> What to produce
Using the data below, copy every line that contains the word "between".

> Study material
-----

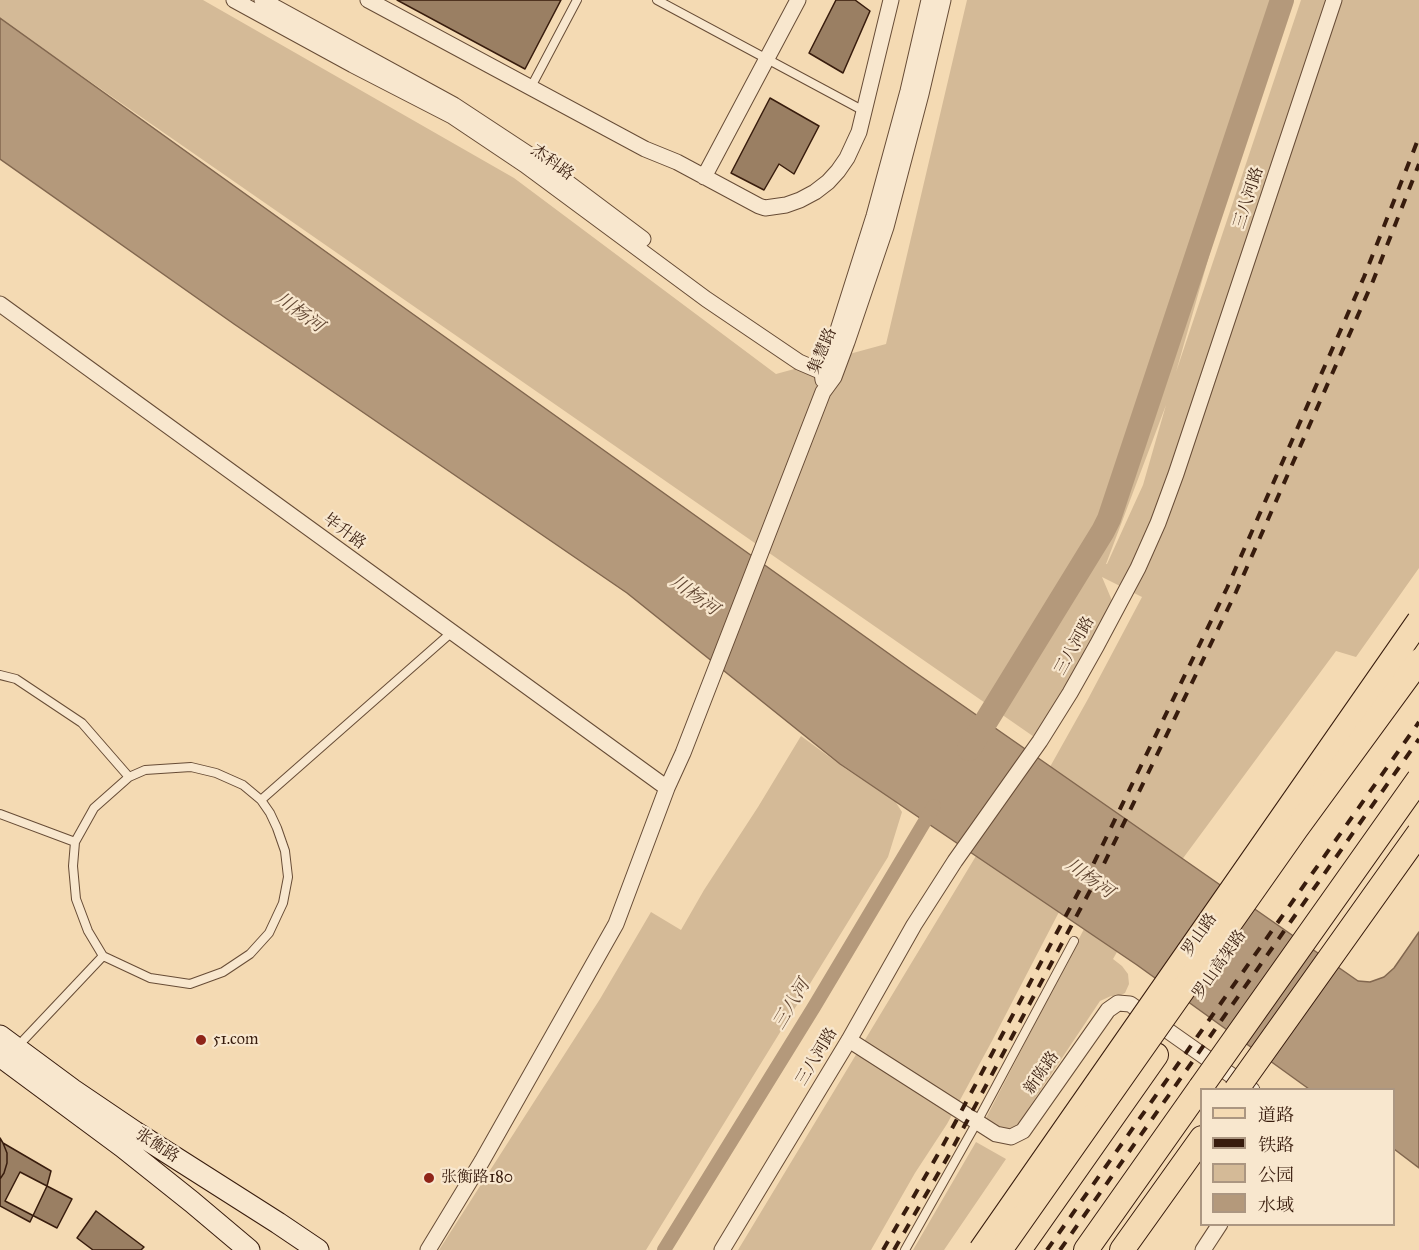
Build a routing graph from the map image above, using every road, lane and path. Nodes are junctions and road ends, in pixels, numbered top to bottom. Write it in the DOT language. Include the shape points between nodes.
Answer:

-----

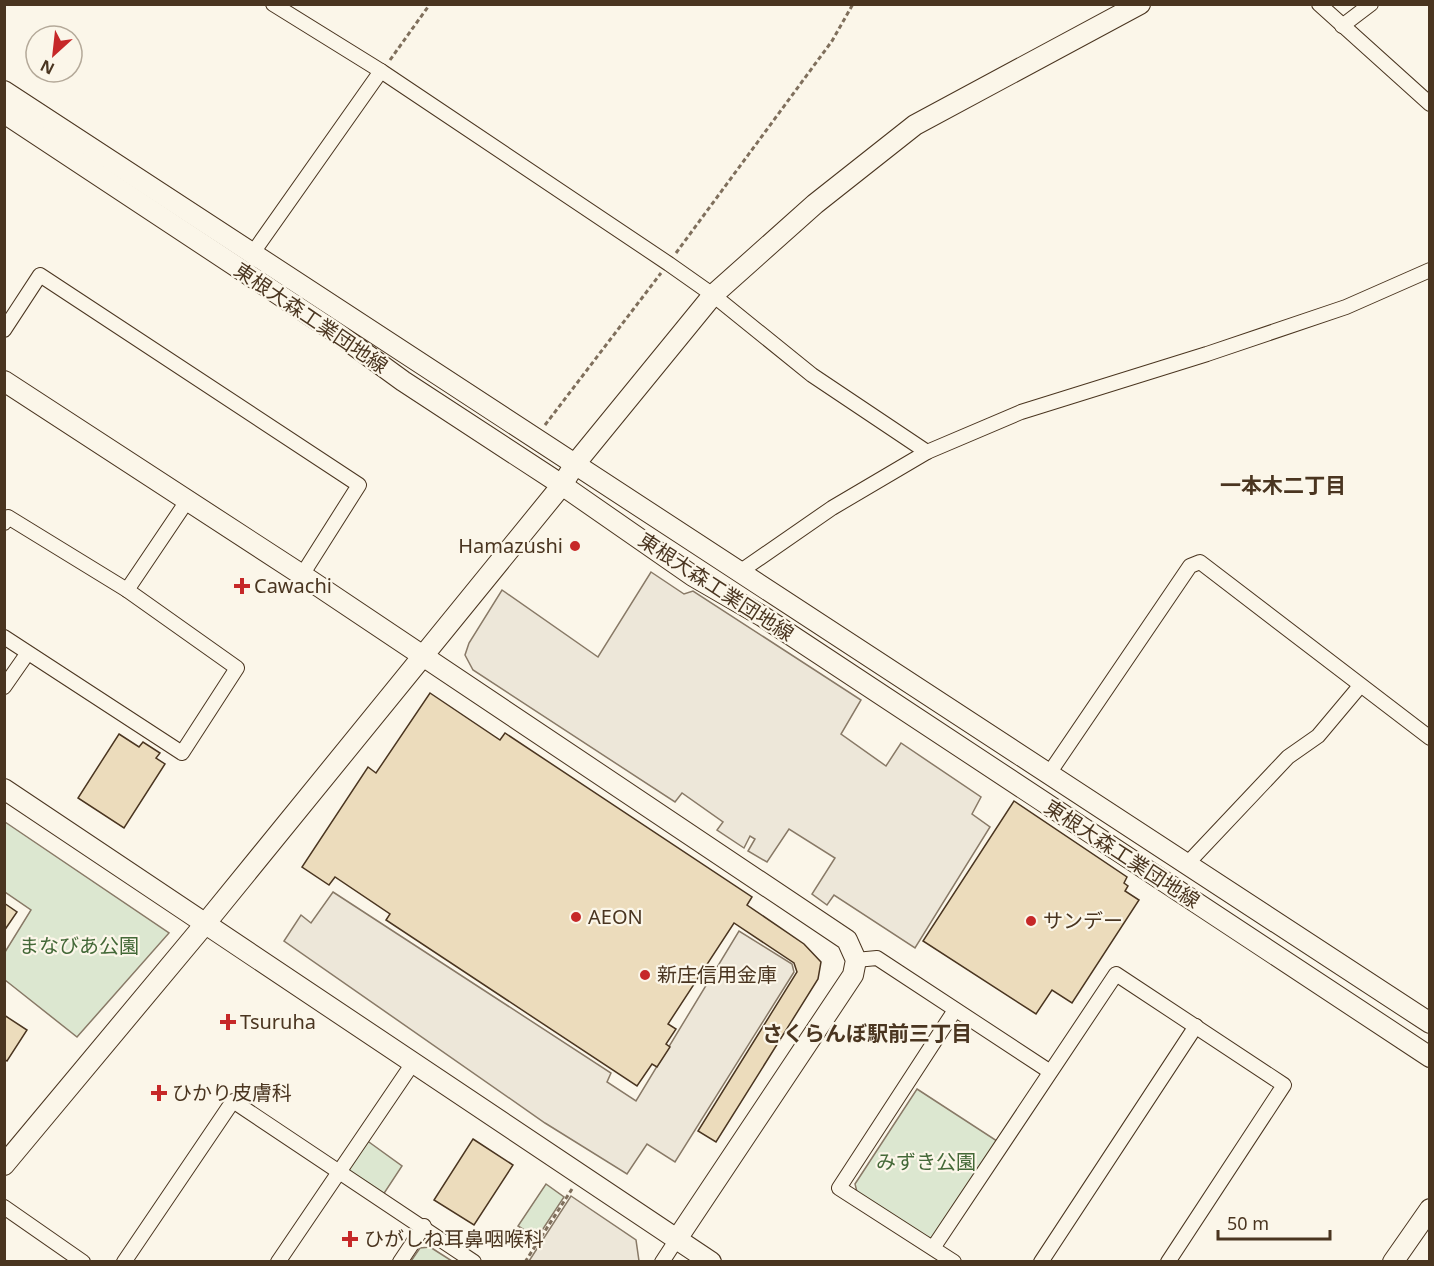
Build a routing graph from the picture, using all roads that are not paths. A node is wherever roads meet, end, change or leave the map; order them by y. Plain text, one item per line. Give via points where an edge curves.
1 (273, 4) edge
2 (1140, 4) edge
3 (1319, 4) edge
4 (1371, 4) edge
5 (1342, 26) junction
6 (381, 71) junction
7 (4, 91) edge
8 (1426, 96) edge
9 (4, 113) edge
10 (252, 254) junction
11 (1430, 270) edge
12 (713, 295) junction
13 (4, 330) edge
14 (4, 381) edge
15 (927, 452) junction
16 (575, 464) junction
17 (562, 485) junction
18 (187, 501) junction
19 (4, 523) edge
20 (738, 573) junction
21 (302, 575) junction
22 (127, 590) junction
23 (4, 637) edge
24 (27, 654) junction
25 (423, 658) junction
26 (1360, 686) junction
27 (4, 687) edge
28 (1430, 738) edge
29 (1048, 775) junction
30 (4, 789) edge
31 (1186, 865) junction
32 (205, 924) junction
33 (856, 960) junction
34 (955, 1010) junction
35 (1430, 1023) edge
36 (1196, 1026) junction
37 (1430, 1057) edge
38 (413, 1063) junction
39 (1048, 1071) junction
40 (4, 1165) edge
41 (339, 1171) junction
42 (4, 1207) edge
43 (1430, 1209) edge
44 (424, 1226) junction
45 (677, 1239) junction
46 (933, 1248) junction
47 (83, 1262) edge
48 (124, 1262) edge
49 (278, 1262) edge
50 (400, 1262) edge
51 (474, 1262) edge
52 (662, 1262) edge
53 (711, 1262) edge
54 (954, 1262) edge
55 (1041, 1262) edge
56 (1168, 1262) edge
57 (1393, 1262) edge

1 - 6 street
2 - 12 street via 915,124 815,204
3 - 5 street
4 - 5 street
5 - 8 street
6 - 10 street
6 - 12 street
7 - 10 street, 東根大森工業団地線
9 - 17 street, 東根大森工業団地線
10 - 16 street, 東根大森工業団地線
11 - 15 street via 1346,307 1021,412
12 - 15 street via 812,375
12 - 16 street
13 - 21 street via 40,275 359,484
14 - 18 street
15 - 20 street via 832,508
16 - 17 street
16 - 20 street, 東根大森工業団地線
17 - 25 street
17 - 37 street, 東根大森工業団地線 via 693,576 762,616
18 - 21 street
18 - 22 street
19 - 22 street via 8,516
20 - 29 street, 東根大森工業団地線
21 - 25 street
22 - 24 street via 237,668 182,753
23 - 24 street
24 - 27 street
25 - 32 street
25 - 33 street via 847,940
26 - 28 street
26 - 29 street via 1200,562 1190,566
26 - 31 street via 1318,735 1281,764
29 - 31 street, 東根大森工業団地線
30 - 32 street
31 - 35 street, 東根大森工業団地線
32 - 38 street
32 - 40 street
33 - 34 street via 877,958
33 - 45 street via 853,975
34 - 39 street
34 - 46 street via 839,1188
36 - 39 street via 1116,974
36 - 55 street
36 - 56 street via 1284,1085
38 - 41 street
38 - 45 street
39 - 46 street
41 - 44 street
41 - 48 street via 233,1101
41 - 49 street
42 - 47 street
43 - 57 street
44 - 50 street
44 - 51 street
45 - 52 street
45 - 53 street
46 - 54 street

-----

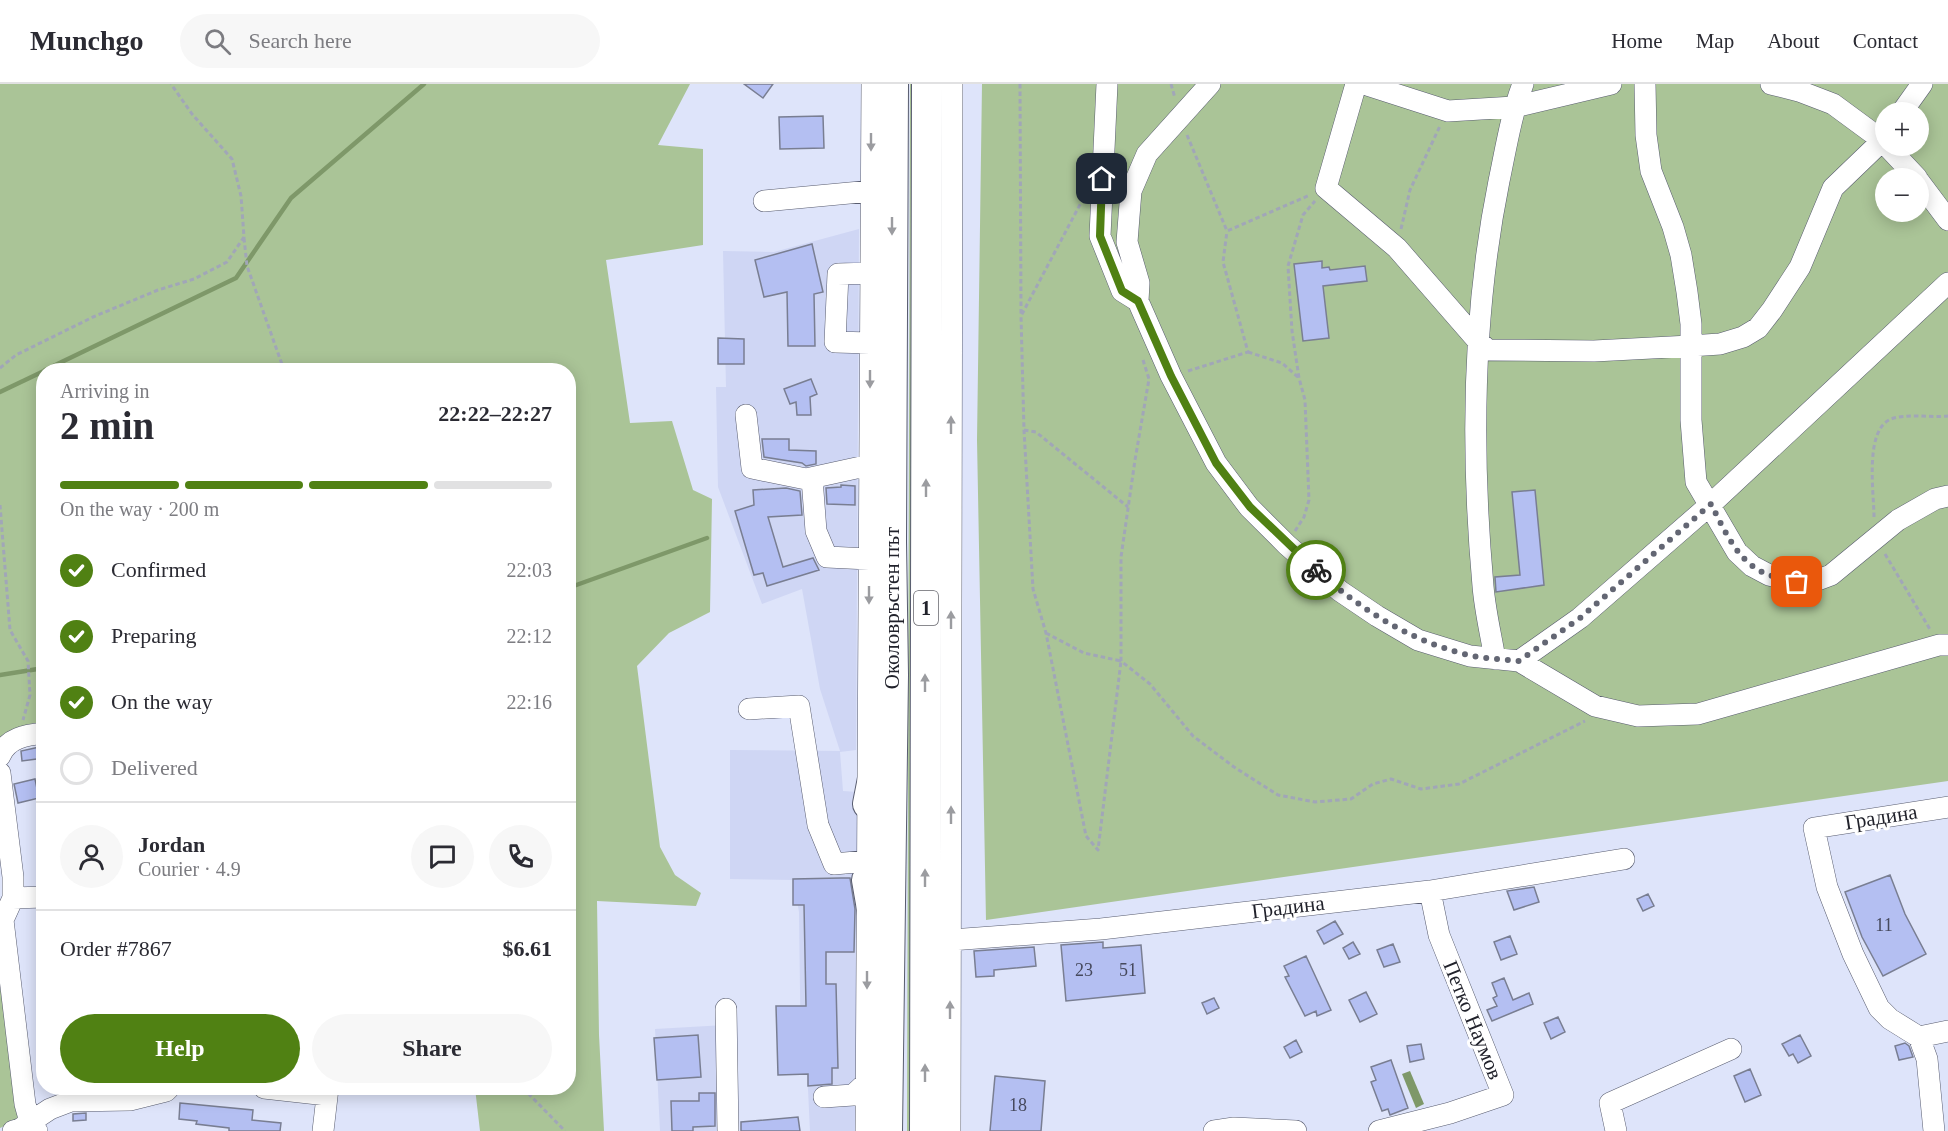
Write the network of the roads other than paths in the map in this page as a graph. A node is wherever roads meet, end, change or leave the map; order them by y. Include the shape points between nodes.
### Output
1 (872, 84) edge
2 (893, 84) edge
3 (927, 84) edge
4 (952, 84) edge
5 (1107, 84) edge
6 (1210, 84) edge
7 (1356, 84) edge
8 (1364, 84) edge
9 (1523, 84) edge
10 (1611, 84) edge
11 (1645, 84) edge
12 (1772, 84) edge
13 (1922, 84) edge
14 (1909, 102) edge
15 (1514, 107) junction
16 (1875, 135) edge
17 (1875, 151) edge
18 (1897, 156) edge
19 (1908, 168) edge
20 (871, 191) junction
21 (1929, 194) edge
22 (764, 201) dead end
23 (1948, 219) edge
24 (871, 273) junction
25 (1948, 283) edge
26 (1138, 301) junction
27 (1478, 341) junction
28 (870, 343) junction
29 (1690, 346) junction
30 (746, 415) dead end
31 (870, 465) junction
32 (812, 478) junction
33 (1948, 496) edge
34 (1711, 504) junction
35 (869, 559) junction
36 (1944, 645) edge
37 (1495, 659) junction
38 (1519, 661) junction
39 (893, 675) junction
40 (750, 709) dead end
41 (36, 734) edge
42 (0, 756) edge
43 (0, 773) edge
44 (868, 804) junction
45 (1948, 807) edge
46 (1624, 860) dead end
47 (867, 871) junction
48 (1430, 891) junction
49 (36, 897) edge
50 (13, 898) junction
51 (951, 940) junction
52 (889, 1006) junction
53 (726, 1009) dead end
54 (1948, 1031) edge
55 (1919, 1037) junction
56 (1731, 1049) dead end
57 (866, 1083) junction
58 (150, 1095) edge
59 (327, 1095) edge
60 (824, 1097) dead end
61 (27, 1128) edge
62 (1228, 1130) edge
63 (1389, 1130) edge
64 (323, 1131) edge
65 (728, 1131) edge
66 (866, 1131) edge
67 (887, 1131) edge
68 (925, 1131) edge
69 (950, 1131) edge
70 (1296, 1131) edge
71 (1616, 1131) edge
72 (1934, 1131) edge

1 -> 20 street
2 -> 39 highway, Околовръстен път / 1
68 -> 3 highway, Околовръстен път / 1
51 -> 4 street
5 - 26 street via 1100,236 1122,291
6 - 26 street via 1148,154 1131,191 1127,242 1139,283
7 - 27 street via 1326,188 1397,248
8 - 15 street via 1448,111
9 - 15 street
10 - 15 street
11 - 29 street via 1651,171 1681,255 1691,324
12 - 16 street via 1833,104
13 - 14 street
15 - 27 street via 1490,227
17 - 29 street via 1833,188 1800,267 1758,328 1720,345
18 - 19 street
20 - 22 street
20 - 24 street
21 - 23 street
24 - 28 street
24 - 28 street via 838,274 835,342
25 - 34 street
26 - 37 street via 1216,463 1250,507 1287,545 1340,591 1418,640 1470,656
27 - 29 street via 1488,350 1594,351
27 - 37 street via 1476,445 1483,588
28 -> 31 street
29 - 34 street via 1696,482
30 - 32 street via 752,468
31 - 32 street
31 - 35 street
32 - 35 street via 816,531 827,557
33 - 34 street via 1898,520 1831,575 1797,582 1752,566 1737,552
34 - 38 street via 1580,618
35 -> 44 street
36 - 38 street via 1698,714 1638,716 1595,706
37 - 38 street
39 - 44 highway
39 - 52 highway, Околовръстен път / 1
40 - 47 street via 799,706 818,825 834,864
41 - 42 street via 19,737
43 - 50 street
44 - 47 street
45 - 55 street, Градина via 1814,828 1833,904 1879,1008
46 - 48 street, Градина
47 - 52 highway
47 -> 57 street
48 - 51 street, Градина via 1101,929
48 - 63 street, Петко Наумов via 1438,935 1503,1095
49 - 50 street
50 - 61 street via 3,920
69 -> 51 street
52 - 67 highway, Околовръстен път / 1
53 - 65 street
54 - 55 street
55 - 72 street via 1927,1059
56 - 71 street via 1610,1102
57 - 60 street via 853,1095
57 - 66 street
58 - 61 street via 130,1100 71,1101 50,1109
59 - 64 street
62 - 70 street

-----

> Exercise response
Build a routing graph from the map image above, using every road, lane and path. Nodes are junctions and road ends, in pixels, numbered top to bottom. Write it in the DOT language. Include the shape points between nodes.
Write the network of the roads other than paths in the map in this page as a graph. A node is wherever roads meet, end, change or leave the map; order them by y. Include the shape points between nodes.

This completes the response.